Whenever the string "Avenue" turns up in a line of the data below, copy that line.

_Provided entries_
_ _ _ _
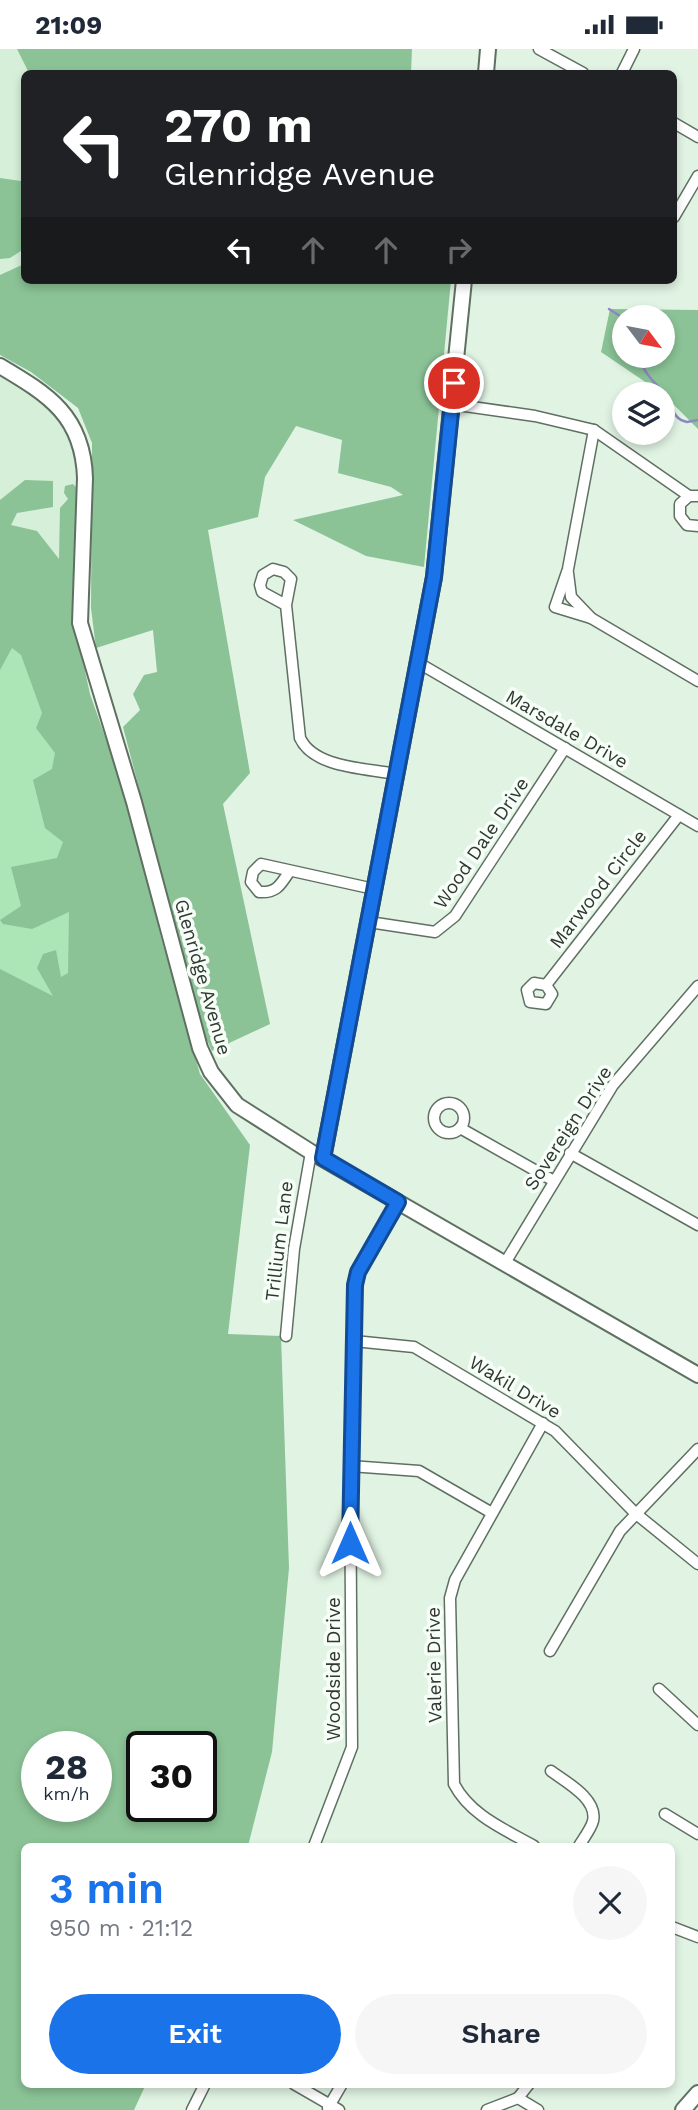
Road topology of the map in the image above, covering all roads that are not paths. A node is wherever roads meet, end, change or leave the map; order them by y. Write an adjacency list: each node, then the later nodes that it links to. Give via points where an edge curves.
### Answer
1 (488, 49): 4 (main road)
2 (539, 49): 5 (street)
3 (634, 49): 6 (street)
4 (486, 70)
5 (578, 70)
6 (624, 70)
7 (677, 125): 8 (street)
8 (698, 137)
9 (698, 176): 10 (street)
10 (677, 212)
11 (464, 284): 13 (main road)
12 (0, 366): 33 (main road, Glenridge Avenue, via 47,395 78,436 85,478 80,623 134,801 200,1048 211,1072 237,1105)
13 (451, 404): 14 (street); 20 (main road, via 434,577)
14 (594, 430): 15 (street); 17 (street)
15 (694, 496): 16 (street, via 680,504 680,516 687,525)
16 (698, 526)
17 (568, 569): 19 (street, via 571,597); 19 (street, via 555,607)
18 (286, 605): 23 (street, via 300,738 305,749 320,759)
19 (591, 618): 21 (street)
20 (417, 662): 22 (street, Marsdale Drive); 23 (main road)
21 (698, 681)
22 (565, 748): 24 (street, Marsdale Drive); 28 (street, Wood Dale Drive, via 445,927 435,932)
23 (395, 774): 27 (main road)
24 (679, 815): 25 (street, Marsdale Drive); 29 (street, Marwood Circle)
25 (698, 826)
26 (289, 872): 27 (street)
27 (374, 889): 28 (main road)
28 (369, 922): 33 (main road)
29 (546, 985)
30 (698, 986): 32 (street, Sovereign Drive, via 613,1085)
31 (460, 1128): 34 (street)
32 (570, 1153): 34 (street, Sovereign Drive); 36 (street)
33 (317, 1155): 35 (main road, Glenridge Avenue); 38 (street, Trillium Lane, via 294,1249)
34 (554, 1181): 37 (street, Sovereign Drive)
35 (398, 1202): 37 (main road, Glenridge Avenue); 39 (street, Woodside Drive, via 358,1272)
36 (697, 1222)
37 (505, 1263): 40 (main road, Glenridge Avenue)
38 (286, 1336)
39 (354, 1341): 41 (street, Wakil Drive, via 414,1347); 43 (street, Woodside Drive)
40 (698, 1375)
41 (543, 1423): 44 (street, Valerie Drive); 45 (street, Wakil Drive)
42 (698, 1449): 45 (street)
43 (350, 1466): 44 (street, via 419,1471); 53 (street, Woodside Drive, via 352,1747)
44 (492, 1513): 54 (street, Valerie Drive, via 450,1598 454,1784 463,1801 481,1816)
45 (635, 1513): 46 (street, Wakil Drive); 47 (street)
46 (698, 1564)
47 (550, 1651)
48 (659, 1689): 49 (street)
49 (698, 1725)
50 (551, 1771): 55 (street, via 593,1808 593,1822)
51 (665, 1814): 52 (street)
52 (698, 1834)
53 (315, 1843)
54 (529, 1843)
55 (581, 1843)
56 (675, 1928): 57 (street)
57 (698, 1935)
58 (203, 2088): 65 (street)
59 (300, 2088): 64 (street)
60 (340, 2088): 64 (street)
61 (526, 2088): 63 (street)
62 (698, 2093): 68 (main road)
63 (518, 2098): 66 (street); 67 (street)
64 (332, 2108)
65 (192, 2110)
66 (487, 2110)
67 (538, 2110)
68 (683, 2110)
_ _ _ _
_Exercise response_
12 (0, 366): 33 (main road, Glenridge Avenue, via 47,395 78,436 85,478 80,623 134,801 200,1048 211,1072 237,1105)
33 (317, 1155): 35 (main road, Glenridge Avenue); 38 (street, Trillium Lane, via 294,1249)
35 (398, 1202): 37 (main road, Glenridge Avenue); 39 (street, Woodside Drive, via 358,1272)
37 (505, 1263): 40 (main road, Glenridge Avenue)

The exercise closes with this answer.